Sunday, August 19, 2007

Stills and Video

My other blog, New York Portraits, turns one today, and I've been thinking about the significant differences between still and moving images.

As with color and black and white photography, there is a tendency for people to think one is a limited form. Technical limitations meant photographers could produce black-and-white imagery before color was possible, so it's easy for us to believe color photography is in some way a more advanced form. The fact, however, is that it simply works differently. Comprehending those differences can require a subtle and complicated visual literacy, but that's fine.

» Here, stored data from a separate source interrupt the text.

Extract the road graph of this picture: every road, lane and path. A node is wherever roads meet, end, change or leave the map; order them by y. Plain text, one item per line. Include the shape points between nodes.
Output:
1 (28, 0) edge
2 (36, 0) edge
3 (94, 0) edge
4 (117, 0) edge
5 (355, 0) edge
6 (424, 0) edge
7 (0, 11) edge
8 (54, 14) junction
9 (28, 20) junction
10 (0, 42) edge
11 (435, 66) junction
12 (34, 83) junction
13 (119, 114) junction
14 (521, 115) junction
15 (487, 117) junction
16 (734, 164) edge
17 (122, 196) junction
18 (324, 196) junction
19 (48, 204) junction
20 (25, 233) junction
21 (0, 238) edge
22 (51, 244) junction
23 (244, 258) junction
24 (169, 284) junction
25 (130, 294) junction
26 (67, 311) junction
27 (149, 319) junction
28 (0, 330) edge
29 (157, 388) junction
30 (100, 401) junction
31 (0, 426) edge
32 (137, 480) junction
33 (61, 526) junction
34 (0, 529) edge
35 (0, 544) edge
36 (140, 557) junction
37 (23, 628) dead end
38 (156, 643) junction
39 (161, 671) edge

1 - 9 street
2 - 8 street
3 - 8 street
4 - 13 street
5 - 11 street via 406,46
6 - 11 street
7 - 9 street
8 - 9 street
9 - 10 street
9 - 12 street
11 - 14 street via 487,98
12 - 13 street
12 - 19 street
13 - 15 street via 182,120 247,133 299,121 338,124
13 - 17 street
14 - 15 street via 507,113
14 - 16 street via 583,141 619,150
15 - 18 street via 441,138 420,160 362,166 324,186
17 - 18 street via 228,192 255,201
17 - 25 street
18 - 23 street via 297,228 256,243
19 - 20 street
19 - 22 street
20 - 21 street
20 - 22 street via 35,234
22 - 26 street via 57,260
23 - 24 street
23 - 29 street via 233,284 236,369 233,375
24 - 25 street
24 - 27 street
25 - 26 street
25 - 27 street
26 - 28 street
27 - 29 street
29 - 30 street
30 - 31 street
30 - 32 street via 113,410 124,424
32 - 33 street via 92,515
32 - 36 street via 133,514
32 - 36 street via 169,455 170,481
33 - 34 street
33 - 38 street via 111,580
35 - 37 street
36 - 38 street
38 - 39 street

Similar ideas come up when we consider still versus video work, and we're now at the point where the two "compete" in the same arena: the Web. The early Web could support still images, but not video, and now for most people either will work fine. So the question arises: what does each form do well, and why wouldn't I simply want video for everything?

3 comments:

Mark Schoneveld said...

I will say this... a photograph is much easier to consume. Video takes a lot of time. And one gets easily distracted and might miss the finer moments, whereas a photograph makes one impression and makes it quickly. I like that.

Maybe that's an argument for finding your best thumbnail for your videos!?

Ted Fisher said...

That's a good point.

I think one extension of that idea is that if you were thinking back on an amazing moment from your life, you would tend to experience it the way a photograph is experienced -- a frozen web of relationships, a tension in balance.

Even a short video is a different sort of experience....

kingeroo said...

i think video forces a narrower experience and photographs offer a broader interpretation... both are powerful when used in the correct manner. unfortunately, lots of the "web video" unleashed today is of the eye candy variety with little or no relevance or context. perhaps that will change.